>>>>
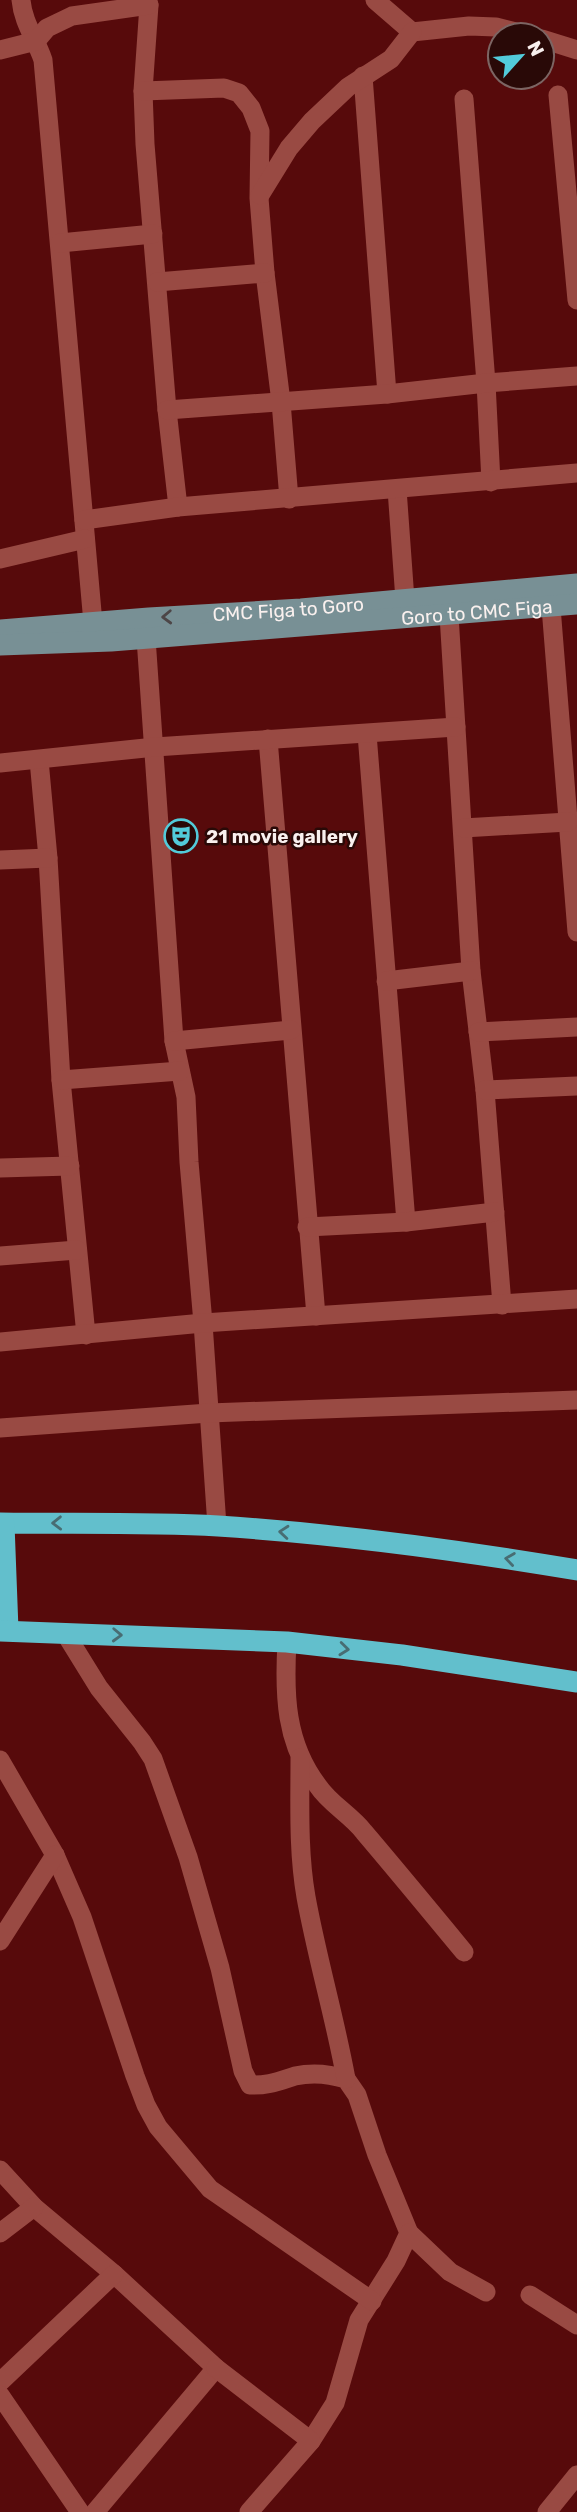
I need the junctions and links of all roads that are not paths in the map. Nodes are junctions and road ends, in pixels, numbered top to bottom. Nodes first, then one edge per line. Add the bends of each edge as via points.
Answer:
1 (21, 0) edge
2 (375, 0) edge
3 (148, 3) edge
4 (486, 27) edge
5 (412, 32) junction
6 (36, 41) junction
7 (556, 43) edge
8 (0, 50) edge
9 (577, 50) edge
10 (363, 76) junction
11 (143, 91) junction
12 (558, 95) dead end
13 (464, 99) dead end
14 (571, 189) edge
15 (259, 198) junction
16 (153, 234) junction
17 (60, 243) junction
18 (265, 273) junction
19 (157, 282) junction
20 (577, 300) edge
21 (577, 376) edge
22 (486, 383) junction
23 (387, 394) junction
24 (281, 402) junction
25 (167, 410) junction
26 (577, 473) edge
27 (491, 482) junction
28 (397, 489) junction
29 (289, 499) junction
30 (178, 507) junction
31 (84, 529) junction
32 (0, 559) edge
33 (577, 584) edge
34 (405, 600) junction
35 (577, 604) edge
36 (551, 607) junction
37 (449, 615) junction
38 (93, 623) junction
39 (0, 630) edge
40 (146, 638) junction
41 (0, 645) edge
42 (568, 715) edge
43 (456, 727) junction
44 (366, 734) junction
45 (268, 739) junction
46 (155, 747) junction
47 (39, 760) junction
48 (0, 763) edge
49 (570, 781) edge
50 (568, 822) junction
51 (463, 828) junction
52 (48, 858) junction
53 (0, 860) edge
54 (577, 932) edge
55 (471, 971) junction
56 (386, 981) junction
57 (577, 1027) edge
58 (292, 1030) junction
59 (478, 1032) junction
60 (174, 1041) junction
61 (180, 1071) junction
62 (61, 1080) junction
63 (577, 1086) edge
64 (485, 1090) junction
65 (70, 1166) junction
66 (0, 1168) edge
67 (495, 1212) junction
68 (406, 1222) junction
69 (307, 1227) junction
70 (77, 1250) junction
71 (0, 1256) edge
72 (577, 1299) edge
73 (502, 1305) junction
74 (316, 1316) junction
75 (203, 1324) junction
76 (86, 1335) junction
77 (0, 1342) edge
78 (577, 1400) edge
79 (209, 1413) junction
80 (0, 1428) edge
81 (2, 1524) edge
82 (217, 1526) junction
83 (577, 1570) edge
84 (4, 1631) edge
85 (65, 1633) junction
86 (287, 1642) junction
87 (577, 1682) edge
88 (300, 1757) junction
89 (0, 1760) edge
90 (55, 1855) junction
91 (0, 1941) edge
92 (464, 1952) dead end
93 (346, 2079) junction
94 (0, 2169) edge
95 (34, 2207) junction
96 (0, 2233) edge
97 (409, 2233) junction
98 (114, 2274) junction
99 (486, 2292) dead end
100 (530, 2295) dead end
101 (372, 2301) junction
102 (577, 2325) edge
103 (216, 2368) junction
104 (0, 2382) edge
105 (0, 2395) edge
106 (311, 2441) junction
107 (577, 2475) edge
108 (80, 2512) edge
109 (95, 2512) edge
110 (249, 2512) edge
111 (547, 2512) edge

1 - 6 street via 25,22
2 - 5 street
3 - 6 street via 72,16 47,28
3 - 11 street
4 - 5 street
5 - 10 street via 391,59
6 - 8 street
6 - 17 street via 43,60
7 - 9 street
10 - 15 street via 334,98 289,148
10 - 23 street
11 - 15 street via 223,88 239,93 260,131
11 - 16 street
12 - 14 street
13 - 22 street
14 - 20 street
15 - 18 street
16 - 17 street
16 - 19 street
17 - 31 street
18 - 19 street
18 - 24 street
19 - 25 street
21 - 22 street
22 - 23 street
22 - 27 street
23 - 24 street
24 - 25 street
24 - 29 street
25 - 30 street
26 - 27 street
27 - 28 street
28 - 29 street
28 - 34 street
29 - 30 street
30 - 31 street
31 - 32 street
31 - 38 street
33 - 34 main road, CMC Figa to Goro
34 -> 38 main road, CMC Figa to Goro
35 - 36 main road, Goro to CMC Figa
36 - 37 main road, Goro to CMC Figa
36 - 42 street
37 - 40 main road, Goro to CMC Figa
37 - 43 street
38 - 39 main road, CMC Figa to Goro
40 - 41 main road, Goro to CMC Figa
40 - 46 street
42 - 49 street
43 - 44 street
43 - 51 street
44 - 45 street
44 - 56 street
45 - 46 street
45 - 58 street
46 - 47 street
46 - 60 street
47 - 48 street
47 - 52 street
49 - 50 street
50 - 51 street
50 - 54 street
51 - 55 street
52 - 53 street
52 - 62 street
55 - 56 street
55 - 59 street
56 - 68 street
57 - 59 street
58 - 60 street
58 - 69 street
59 - 64 street
60 - 61 street
61 - 62 street
61 - 75 street via 186,1097
62 - 65 street
63 - 64 street
64 - 67 street
65 - 66 street
65 - 70 street
67 - 68 street
67 - 73 street
68 - 69 street
69 - 74 street
70 - 71 street
70 - 76 street
72 - 73 street
73 - 74 street
74 - 75 street
75 - 76 street
75 - 79 street
76 - 77 street
78 - 79 street
79 - 80 street
79 - 82 street
82 -> 81 highway
81 - 84 highway
83 -> 82 highway via 322,1535
84 - 85 highway
85 -> 86 highway
85 - 93 street via 99,1688 153,1759 188,1857 250,2085 329,2074
86 -> 87 highway
86 - 88 street via 285,1689
88 - 92 street via 318,1788 361,1828
88 - 93 street via 305,1894
89 - 90 street
90 - 91 street
90 - 101 street via 158,2127 210,2189
93 - 97 street
94 - 95 street
95 - 96 street
95 - 98 street
97 - 99 street via 450,2272
97 - 101 street
98 - 103 street
98 - 104 street
100 - 102 street
101 - 106 street via 359,2320 335,2403
103 - 106 street
103 - 109 street
105 - 108 street
106 - 110 street
107 - 111 street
<<<<
> What the task requires:
From the records above, count how many lines hold the string "Goro", then give only that number.

> Your response:
7